Há, pois, aqui algumas coisas a salientar. Primeiro. O destaque dado à Palavra de Deus. No silêncio da oração, é Deus que fala, nós escutamos. Posso evocar a saída do Profeta Samuel?: “Fala, Senhor, que o teu servo escuta” (1 Sm 3, 10). Mas não fala só através da Palavra fixada por escrito: “O Povo de Deus… esforça-se por discernir nos acontecimentos, nas exigências e aspirações em que participa juntamente com os homens de hoje quais são os verdadeiros sinais da presença ou da vontade de Deus” (GS 11). Isto é, Deus fala também nos e através dos acontecimentos. O jornal pode ser, portanto, também, ponto de partida para a oração. O jornal, isto é, a vida. Daqui vem aquela indicação de Bonhöeffer: Bíblia numa mão, jornal na outra. De facto, “as alegrias e esperanças, tristezas e angústias dos homens de hoje” coincidem com as dos discípulos de Cristo. No entanto, a Igreja deu sempre maior atenção à Palavra escrita que ao que acontece historicamente. Seria sobretudo o Vaticano II a resgatar “a autonomia das realidades terrestres” (GS 36).

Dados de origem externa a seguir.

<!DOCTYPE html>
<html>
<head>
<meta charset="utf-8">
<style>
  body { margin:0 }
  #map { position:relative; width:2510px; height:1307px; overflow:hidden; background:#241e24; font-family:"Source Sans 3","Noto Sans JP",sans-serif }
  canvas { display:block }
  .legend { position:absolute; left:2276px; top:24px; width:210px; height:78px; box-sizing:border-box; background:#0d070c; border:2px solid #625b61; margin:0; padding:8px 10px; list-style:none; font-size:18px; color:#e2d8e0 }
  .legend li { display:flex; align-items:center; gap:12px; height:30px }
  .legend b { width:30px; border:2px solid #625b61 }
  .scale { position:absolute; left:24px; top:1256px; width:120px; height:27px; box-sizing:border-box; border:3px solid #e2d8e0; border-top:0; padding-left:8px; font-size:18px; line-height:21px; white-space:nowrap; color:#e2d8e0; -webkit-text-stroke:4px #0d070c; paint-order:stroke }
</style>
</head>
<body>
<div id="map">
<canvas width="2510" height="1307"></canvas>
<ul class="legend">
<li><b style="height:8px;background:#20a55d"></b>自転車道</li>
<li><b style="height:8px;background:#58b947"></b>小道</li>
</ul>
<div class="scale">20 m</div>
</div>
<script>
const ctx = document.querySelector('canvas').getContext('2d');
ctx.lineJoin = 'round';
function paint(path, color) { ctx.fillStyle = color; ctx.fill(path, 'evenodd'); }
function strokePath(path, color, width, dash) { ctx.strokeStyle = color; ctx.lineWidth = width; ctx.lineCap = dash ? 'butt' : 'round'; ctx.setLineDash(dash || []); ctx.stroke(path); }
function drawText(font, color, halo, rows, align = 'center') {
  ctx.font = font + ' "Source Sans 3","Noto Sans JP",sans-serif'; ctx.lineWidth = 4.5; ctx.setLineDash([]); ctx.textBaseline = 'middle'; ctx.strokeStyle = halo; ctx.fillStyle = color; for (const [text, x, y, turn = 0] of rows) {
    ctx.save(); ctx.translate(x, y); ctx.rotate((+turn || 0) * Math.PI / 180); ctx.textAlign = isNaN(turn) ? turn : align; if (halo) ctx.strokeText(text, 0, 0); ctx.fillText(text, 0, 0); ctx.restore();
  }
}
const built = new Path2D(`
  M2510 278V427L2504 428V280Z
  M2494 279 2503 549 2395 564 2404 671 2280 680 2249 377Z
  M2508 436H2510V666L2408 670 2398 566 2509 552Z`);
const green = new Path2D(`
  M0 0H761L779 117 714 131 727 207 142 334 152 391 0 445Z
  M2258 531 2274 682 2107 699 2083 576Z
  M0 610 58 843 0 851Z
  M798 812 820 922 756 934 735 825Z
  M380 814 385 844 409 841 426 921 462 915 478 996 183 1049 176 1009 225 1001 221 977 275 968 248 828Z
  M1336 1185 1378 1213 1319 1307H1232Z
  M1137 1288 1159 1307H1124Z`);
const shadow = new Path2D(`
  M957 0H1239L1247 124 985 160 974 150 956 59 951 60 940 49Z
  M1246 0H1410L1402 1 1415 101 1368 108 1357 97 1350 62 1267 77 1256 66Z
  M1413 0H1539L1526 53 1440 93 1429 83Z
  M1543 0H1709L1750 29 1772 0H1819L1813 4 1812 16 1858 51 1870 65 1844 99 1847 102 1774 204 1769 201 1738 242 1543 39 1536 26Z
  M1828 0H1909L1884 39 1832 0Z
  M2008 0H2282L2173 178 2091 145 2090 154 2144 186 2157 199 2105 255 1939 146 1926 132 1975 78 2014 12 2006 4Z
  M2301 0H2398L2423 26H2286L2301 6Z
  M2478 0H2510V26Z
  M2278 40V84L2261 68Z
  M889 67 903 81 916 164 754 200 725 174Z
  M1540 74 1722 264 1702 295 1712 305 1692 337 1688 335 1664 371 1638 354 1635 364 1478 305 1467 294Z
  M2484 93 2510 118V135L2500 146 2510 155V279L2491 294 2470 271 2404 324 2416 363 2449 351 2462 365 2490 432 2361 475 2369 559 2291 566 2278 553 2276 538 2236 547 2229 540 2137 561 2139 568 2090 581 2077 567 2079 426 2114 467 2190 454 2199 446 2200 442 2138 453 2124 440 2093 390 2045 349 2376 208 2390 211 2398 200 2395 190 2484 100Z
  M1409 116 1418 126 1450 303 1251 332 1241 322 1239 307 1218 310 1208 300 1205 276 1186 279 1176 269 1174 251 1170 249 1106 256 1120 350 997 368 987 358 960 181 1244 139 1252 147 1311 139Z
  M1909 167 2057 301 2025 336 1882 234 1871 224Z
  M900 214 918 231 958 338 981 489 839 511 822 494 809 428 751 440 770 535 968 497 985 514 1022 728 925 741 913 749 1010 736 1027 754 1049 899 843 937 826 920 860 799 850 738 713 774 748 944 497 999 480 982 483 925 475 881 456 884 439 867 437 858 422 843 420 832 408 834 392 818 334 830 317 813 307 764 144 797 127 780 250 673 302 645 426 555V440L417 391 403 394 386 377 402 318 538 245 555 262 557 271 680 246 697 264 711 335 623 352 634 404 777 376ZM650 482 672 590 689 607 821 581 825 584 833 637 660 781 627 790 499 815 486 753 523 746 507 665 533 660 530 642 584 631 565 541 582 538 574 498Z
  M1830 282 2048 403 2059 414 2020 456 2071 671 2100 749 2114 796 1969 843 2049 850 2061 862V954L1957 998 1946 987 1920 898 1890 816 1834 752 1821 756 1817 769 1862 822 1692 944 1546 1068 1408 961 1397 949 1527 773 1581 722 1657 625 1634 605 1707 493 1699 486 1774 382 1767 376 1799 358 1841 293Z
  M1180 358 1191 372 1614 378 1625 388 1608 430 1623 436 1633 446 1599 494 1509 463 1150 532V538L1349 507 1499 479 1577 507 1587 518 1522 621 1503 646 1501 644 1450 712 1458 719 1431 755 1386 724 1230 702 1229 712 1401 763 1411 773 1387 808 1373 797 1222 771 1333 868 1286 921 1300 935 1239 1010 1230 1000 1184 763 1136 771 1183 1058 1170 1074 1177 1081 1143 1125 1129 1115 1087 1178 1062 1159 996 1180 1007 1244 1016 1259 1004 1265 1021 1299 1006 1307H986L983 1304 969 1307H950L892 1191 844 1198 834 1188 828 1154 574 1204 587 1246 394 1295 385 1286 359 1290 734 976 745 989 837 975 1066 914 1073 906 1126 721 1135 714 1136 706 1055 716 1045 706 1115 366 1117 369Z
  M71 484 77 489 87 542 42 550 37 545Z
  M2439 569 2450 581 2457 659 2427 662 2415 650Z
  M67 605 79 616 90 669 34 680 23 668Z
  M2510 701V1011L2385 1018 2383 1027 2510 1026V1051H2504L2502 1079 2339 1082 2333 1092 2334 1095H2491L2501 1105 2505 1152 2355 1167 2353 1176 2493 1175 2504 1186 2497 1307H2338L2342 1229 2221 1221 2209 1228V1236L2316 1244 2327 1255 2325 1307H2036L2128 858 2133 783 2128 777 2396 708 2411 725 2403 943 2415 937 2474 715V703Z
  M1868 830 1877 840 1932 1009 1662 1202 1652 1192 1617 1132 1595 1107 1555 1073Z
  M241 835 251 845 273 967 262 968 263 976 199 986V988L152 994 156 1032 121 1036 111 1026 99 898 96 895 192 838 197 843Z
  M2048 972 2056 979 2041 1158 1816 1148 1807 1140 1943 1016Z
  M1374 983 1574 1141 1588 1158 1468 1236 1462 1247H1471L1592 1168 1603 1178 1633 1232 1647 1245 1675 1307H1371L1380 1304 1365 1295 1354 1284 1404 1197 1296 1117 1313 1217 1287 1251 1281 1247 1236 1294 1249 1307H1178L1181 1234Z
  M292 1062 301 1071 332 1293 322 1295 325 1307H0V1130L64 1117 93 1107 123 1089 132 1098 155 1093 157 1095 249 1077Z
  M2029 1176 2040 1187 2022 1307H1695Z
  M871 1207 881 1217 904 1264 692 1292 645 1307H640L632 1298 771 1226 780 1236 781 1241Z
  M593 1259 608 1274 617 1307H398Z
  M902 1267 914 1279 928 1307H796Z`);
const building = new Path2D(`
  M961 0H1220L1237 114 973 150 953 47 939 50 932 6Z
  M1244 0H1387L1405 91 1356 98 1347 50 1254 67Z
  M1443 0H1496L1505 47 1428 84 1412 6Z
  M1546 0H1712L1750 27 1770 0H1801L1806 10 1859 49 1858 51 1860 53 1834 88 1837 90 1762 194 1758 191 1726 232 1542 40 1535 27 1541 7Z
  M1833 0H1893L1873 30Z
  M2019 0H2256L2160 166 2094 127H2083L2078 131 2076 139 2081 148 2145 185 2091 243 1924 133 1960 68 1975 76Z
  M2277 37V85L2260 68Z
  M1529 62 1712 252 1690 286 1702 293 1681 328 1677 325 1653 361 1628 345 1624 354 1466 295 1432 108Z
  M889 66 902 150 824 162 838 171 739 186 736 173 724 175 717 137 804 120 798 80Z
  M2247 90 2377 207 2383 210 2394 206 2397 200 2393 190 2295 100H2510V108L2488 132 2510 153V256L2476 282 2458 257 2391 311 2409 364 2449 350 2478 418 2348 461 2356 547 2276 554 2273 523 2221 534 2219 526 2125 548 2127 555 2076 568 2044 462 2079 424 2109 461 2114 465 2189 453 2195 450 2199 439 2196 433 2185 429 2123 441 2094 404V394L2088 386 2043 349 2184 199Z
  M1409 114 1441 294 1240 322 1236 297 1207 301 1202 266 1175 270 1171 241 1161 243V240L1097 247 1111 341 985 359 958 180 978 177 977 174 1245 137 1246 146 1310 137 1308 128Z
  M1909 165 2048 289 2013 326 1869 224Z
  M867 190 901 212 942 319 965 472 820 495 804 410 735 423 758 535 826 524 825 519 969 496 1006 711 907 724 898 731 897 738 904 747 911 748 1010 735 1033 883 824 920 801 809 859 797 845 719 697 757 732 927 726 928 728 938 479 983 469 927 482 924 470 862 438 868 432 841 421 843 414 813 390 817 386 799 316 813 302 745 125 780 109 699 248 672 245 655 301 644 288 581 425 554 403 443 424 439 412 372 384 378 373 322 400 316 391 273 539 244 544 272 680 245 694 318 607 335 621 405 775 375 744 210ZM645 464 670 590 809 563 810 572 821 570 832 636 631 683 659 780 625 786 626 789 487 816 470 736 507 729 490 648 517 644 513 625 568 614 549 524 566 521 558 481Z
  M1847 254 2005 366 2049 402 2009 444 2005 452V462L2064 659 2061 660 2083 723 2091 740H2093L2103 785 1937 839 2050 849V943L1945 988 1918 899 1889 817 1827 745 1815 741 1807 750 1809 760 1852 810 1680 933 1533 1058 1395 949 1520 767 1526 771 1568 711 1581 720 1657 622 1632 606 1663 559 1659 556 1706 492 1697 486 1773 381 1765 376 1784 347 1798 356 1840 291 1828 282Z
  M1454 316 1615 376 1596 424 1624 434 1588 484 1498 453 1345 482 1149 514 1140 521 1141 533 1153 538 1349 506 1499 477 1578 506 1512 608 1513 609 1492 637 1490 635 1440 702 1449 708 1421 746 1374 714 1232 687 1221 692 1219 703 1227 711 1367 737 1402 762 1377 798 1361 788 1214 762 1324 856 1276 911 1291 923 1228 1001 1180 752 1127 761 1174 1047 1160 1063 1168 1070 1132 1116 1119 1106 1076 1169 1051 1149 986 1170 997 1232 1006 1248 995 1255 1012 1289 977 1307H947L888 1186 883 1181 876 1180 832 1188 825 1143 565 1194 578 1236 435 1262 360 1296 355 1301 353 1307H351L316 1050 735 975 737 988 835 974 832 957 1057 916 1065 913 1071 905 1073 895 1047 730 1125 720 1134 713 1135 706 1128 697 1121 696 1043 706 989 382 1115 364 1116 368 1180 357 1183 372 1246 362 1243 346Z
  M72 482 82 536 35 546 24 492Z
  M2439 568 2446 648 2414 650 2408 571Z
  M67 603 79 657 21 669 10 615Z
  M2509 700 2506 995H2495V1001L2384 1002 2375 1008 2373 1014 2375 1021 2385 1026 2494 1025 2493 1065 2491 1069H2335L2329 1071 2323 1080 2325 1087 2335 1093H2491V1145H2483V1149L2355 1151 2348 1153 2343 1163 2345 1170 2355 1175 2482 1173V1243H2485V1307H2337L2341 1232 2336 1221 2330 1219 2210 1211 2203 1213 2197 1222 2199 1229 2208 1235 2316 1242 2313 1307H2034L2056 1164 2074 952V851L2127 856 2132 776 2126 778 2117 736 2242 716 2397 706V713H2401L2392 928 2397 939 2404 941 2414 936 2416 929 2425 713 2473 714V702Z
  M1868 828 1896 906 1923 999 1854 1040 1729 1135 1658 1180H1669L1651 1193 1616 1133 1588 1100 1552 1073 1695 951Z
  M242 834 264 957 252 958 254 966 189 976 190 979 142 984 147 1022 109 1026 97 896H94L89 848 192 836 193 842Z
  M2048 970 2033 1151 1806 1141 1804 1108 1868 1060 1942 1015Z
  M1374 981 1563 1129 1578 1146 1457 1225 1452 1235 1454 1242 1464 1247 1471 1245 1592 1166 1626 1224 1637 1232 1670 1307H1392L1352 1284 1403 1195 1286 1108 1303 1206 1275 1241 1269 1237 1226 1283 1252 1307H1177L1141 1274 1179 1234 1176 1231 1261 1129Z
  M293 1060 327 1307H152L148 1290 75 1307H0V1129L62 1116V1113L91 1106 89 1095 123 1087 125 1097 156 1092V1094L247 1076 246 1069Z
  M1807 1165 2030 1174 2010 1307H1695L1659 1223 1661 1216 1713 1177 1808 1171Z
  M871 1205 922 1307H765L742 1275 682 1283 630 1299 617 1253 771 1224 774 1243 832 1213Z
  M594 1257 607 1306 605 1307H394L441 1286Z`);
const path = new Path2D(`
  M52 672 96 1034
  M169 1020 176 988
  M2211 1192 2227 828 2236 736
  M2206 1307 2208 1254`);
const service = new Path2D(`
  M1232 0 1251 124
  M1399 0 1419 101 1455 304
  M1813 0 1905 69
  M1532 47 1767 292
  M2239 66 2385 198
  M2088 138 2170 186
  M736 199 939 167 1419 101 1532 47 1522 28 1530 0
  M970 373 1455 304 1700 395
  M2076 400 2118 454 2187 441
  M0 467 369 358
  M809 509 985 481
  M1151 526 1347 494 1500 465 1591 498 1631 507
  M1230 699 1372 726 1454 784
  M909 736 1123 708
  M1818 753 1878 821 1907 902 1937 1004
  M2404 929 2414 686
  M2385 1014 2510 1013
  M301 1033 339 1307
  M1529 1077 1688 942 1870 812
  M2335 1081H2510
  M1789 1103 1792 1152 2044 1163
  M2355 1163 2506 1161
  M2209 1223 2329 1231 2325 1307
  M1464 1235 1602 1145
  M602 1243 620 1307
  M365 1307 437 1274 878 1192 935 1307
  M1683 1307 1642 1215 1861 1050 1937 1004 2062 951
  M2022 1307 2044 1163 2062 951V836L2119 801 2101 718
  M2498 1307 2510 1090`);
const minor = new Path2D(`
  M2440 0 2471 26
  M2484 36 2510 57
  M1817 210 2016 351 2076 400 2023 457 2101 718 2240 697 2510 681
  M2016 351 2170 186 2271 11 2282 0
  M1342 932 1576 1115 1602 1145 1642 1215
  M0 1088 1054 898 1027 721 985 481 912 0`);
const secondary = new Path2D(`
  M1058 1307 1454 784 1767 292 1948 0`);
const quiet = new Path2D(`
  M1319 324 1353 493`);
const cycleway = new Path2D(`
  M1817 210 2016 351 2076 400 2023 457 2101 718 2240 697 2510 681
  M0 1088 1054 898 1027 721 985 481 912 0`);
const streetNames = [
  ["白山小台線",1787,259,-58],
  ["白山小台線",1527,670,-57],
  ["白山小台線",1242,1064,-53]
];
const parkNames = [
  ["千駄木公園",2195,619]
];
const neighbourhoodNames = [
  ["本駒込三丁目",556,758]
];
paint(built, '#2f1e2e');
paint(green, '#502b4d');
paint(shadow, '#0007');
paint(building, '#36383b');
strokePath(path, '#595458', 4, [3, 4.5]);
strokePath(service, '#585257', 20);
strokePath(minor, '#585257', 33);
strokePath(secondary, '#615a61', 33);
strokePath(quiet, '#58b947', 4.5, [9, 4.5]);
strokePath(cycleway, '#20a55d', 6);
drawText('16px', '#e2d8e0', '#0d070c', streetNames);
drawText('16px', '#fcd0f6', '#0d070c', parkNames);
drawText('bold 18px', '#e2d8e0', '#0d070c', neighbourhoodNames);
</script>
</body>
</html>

Com o tempo, a Liturgia criaria três esquemas de leitura contínua da Escritura postos à disposição de todos os cristãos e de todas as comunidades: um é o dominical; outro, o dos dias da semana (a folha dominical indica-o; pode ser feita no teu “quarto mais secreto e, fechada a porta”); e um terceiro é o do Breviário dos monges e clérigos, a chamada Liturgia das Horas, que, depois do Vaticano II, tentaram pôr na mão dos leigos a par da missa diária!, mas sem resultado, e para a qual, hoje em dia, nem sequer há celebrante. (Apesar de hoje haver muito mais missas que em meados do século passado!)

No seguimento do Vaticano II, apareceu, sim, em muitas comunidades novas ao tempo, uma reunião semanal de oração partilhada.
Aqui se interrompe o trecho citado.